Chapter Ten Arion
CHAPTER TEN
ARION
Before the Merrow Wars, shore-palaces were places of refuge and peace.
Crafted of mollusks and limestone and shells, enormous towers nestle on small islands and shallow coasts between the four kingdoms and four seas, where humankind used to craft treaties and trade goods from all over the world.
After the wars, however, they became abominations of wreckage.
Towers of shame and regret left to rot before a riotous, bloody sea.
Today, Mortia’s shore-palace is where I’ll kill a mermaid with my bare hands.
The second my boots touch the stone, I dump the demon onto the ground, place a hand on my chest, and heal my lungs and stomach from the inside out—evaporating every ounce of salt water and bile remaining.
She almost drowned me. I grind my teeth to keep from snarling, thankful my reservoir of magic managed to mostly replenish itself in the moments I lost consciousness.
I am going to slaughter her.
Zephyra clings to the earth, her turquoise tail wrapped around a jagged boulder as her bare chest heaves and pink hair sticks to her face, her neck, her spine.

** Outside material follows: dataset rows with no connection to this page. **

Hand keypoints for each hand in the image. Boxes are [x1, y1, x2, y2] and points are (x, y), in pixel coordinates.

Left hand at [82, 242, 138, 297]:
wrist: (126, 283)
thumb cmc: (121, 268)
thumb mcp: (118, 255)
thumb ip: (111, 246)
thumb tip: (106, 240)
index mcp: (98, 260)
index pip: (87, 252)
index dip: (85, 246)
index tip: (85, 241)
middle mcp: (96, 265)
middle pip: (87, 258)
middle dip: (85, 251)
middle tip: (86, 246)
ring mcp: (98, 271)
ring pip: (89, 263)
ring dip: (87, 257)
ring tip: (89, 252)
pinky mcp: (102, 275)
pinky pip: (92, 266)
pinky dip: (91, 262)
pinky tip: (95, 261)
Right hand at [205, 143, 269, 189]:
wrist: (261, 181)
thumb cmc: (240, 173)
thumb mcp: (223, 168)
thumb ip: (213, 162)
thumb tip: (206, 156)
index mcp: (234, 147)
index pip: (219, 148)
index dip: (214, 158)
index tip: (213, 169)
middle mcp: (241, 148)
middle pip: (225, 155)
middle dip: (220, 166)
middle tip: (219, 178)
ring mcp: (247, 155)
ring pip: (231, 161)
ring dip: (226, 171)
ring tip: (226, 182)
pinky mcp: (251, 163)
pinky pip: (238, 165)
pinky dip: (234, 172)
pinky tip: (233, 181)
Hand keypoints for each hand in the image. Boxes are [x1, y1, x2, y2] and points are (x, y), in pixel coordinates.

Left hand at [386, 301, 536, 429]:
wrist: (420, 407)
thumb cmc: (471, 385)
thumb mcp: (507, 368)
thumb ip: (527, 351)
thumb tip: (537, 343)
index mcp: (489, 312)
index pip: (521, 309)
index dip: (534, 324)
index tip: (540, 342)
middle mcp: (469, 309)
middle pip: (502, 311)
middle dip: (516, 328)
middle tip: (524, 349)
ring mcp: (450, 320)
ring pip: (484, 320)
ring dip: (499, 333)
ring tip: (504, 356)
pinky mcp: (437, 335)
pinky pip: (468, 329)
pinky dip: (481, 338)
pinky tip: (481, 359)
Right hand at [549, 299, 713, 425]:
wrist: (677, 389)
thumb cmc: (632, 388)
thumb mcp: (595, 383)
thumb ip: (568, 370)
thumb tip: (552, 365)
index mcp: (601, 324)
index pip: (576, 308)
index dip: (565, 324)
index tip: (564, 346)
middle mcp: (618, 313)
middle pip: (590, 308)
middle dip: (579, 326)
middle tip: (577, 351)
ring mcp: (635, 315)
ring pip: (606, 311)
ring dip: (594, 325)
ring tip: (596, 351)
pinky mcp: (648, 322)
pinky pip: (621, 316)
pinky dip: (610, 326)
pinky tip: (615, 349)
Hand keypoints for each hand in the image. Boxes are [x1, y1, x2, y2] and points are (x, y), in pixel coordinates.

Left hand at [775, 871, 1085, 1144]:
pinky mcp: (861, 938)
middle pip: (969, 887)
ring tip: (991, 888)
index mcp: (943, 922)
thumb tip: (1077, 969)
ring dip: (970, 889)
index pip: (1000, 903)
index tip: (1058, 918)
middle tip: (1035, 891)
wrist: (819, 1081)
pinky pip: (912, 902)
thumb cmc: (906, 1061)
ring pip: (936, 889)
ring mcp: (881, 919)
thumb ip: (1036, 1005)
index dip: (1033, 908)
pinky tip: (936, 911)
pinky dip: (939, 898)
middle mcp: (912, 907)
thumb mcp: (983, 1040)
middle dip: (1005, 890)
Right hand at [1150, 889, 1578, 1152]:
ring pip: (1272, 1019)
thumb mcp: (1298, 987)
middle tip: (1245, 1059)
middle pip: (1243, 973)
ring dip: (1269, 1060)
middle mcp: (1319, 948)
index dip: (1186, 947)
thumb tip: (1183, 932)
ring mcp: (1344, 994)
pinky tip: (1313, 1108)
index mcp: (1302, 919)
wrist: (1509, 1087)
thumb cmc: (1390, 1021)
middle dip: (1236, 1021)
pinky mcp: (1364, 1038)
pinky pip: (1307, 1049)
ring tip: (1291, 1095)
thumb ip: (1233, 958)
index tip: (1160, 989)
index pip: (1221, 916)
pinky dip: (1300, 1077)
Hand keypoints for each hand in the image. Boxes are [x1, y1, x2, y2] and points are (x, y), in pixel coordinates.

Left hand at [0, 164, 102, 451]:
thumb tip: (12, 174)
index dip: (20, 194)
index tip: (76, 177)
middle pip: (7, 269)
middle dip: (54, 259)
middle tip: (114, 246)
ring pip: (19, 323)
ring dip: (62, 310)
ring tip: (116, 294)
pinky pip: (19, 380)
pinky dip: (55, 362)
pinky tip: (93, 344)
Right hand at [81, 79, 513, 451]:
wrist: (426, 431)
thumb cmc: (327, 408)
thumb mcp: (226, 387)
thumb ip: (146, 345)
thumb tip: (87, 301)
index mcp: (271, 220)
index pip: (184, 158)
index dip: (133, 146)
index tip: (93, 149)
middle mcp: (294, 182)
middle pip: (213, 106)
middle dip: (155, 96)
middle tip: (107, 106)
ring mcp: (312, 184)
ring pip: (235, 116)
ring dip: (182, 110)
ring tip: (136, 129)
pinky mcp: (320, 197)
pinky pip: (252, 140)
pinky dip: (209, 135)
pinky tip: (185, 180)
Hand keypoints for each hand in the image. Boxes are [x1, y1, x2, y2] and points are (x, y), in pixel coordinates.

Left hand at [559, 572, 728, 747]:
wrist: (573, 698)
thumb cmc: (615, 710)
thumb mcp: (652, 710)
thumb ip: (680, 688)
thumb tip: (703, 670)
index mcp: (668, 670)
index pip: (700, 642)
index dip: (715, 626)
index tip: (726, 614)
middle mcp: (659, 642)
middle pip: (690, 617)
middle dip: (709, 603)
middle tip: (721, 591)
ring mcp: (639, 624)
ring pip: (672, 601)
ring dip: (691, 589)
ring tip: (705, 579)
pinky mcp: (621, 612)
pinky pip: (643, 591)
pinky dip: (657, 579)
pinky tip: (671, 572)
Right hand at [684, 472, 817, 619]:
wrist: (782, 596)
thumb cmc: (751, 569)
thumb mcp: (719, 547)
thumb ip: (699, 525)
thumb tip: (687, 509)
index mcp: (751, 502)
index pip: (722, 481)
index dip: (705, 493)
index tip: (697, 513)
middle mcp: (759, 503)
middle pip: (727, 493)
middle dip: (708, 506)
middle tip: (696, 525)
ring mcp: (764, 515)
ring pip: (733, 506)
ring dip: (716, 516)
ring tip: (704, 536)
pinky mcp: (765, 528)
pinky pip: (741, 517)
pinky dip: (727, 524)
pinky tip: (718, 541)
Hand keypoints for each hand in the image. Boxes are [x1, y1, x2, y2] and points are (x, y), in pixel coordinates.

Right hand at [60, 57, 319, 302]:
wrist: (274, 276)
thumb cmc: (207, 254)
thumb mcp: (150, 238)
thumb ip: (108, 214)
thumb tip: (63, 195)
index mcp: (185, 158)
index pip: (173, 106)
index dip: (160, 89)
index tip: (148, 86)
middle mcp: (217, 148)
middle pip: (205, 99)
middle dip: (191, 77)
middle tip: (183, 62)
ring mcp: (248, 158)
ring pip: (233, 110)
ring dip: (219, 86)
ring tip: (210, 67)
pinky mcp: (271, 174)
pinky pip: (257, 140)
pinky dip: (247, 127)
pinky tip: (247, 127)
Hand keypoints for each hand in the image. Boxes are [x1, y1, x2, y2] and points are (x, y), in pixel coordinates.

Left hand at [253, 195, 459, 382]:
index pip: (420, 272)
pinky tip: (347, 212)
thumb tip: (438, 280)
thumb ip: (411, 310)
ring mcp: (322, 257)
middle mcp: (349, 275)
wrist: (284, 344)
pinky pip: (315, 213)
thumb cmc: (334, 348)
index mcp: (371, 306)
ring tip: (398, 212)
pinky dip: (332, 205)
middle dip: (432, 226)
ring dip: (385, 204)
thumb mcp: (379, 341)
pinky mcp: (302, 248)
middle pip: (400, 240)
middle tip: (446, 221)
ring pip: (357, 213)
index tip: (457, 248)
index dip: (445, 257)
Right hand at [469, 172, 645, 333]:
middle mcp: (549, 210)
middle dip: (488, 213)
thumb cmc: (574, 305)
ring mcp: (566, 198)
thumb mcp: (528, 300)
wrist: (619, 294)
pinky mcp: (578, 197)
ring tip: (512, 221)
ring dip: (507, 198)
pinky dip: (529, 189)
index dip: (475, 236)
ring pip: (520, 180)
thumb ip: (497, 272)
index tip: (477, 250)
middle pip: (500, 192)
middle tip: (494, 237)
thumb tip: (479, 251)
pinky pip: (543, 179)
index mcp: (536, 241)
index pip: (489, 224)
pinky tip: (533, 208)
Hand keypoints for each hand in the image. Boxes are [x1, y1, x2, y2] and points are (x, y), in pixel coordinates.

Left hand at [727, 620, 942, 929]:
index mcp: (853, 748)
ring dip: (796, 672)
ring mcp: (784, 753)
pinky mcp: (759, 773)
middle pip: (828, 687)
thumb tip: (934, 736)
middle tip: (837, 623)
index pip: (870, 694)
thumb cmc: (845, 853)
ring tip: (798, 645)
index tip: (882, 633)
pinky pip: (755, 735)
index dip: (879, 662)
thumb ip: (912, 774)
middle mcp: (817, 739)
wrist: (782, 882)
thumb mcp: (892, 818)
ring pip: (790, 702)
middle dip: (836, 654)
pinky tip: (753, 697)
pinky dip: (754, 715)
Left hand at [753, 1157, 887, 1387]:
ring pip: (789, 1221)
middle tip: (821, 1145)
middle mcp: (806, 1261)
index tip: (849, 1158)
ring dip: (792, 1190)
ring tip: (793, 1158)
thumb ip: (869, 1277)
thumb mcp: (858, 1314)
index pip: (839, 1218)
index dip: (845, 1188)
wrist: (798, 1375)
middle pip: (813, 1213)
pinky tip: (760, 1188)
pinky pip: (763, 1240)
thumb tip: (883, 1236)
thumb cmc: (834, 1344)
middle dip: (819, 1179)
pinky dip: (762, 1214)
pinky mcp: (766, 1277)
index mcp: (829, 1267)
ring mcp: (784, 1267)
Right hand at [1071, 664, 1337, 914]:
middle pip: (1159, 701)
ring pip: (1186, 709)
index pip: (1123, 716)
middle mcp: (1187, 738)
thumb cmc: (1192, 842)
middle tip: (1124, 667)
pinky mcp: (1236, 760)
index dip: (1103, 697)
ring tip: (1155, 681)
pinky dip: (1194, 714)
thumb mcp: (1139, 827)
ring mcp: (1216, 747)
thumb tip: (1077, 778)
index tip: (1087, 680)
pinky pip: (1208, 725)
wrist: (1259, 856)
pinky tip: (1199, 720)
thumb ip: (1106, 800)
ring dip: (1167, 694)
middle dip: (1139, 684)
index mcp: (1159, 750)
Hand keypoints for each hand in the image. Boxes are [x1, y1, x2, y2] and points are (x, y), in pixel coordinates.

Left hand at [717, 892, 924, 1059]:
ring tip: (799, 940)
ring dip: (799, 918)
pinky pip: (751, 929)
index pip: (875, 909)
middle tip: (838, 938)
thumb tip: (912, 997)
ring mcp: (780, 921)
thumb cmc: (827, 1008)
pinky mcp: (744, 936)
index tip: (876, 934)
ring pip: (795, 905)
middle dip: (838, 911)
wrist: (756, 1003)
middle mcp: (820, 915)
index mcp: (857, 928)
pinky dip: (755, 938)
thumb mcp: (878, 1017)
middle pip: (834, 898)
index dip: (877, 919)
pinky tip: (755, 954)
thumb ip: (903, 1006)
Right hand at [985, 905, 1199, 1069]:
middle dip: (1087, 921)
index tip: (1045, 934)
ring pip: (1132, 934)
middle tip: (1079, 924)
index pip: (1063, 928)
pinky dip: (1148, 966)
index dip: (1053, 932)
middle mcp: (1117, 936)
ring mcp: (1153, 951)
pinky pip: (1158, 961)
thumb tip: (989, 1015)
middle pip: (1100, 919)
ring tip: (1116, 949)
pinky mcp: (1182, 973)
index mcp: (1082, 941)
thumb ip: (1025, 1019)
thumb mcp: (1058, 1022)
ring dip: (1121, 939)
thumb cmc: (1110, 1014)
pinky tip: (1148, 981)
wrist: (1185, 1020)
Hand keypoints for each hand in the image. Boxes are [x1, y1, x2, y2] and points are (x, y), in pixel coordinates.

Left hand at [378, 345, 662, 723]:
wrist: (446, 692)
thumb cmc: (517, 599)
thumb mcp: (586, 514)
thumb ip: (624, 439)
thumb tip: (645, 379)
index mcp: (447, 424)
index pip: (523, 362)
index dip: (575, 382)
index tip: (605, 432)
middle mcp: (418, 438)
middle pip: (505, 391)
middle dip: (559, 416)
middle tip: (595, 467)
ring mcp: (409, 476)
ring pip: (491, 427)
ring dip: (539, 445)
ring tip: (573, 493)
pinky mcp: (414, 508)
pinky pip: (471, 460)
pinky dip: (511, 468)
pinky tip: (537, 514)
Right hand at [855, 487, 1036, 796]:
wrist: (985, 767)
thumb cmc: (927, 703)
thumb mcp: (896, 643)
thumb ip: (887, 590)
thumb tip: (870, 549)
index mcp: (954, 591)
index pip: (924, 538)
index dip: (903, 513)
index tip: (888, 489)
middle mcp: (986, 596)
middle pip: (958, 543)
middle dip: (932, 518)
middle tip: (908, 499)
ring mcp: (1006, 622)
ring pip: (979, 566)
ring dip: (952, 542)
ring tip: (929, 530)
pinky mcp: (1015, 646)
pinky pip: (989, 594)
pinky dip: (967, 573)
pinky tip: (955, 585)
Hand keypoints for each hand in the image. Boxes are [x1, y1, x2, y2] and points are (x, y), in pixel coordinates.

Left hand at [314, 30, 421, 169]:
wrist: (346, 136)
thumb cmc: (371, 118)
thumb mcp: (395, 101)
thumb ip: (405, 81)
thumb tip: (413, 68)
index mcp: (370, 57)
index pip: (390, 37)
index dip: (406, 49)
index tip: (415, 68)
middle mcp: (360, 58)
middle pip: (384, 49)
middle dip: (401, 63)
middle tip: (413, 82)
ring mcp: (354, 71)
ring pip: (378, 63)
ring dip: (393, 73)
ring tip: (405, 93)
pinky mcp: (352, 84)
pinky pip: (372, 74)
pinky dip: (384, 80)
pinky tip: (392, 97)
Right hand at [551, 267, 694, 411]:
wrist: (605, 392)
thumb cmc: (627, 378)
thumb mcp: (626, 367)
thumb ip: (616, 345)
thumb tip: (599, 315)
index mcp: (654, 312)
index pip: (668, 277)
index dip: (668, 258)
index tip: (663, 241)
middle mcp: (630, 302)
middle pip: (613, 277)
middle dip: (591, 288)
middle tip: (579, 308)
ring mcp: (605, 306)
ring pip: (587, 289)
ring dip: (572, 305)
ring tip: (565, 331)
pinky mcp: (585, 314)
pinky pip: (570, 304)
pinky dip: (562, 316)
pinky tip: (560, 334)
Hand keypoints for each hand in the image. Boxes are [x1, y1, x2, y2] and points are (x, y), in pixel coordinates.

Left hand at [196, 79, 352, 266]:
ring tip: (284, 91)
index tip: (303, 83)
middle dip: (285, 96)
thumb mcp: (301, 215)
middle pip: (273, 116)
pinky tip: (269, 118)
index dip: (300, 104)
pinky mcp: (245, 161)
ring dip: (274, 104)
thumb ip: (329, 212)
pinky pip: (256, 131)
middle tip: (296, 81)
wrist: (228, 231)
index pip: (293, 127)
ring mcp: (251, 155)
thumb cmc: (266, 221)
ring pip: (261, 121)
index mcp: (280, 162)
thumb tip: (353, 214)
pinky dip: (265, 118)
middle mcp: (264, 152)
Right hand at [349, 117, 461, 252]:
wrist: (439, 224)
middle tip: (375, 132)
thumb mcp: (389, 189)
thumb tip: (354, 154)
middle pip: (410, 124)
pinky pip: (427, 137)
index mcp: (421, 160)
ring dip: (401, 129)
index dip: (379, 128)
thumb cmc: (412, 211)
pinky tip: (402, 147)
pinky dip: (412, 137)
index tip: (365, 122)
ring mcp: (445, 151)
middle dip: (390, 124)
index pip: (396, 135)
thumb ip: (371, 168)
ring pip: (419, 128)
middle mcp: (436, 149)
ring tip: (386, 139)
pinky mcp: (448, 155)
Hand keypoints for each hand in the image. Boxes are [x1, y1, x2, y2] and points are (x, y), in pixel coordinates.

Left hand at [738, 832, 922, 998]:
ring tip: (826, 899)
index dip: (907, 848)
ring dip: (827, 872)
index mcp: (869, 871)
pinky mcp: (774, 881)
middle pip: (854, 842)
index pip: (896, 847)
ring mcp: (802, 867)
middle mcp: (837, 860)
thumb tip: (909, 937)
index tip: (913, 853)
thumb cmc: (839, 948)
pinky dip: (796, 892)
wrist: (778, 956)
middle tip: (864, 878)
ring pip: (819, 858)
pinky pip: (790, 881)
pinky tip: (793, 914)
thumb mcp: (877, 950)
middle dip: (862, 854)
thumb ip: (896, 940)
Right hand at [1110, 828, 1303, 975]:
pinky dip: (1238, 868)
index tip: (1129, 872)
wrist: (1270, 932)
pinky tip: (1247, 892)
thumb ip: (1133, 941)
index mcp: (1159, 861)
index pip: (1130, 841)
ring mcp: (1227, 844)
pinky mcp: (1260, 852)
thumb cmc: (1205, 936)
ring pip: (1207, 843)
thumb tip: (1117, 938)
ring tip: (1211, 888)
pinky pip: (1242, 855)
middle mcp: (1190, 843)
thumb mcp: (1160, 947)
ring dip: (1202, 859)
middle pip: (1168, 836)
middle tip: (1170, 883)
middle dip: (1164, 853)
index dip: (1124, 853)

Wild waves batter against the craggy island, showering her in violent explosions of seawater.
She doesn’t move, however, sticking to the boulder as her arms tremble.
“If… you… ever,” she begins in a hiss of fury, “pick me up… and fly me again, I will feed your eyeballs to a gull.”
I stalk forward, unable to hide the unbridled anger in my hard, heavy steps.
My wings dodge a vicious wave—keeping dry after I evaporated the moisture from each individual feather—before splaying wide and casting a great shadow over her.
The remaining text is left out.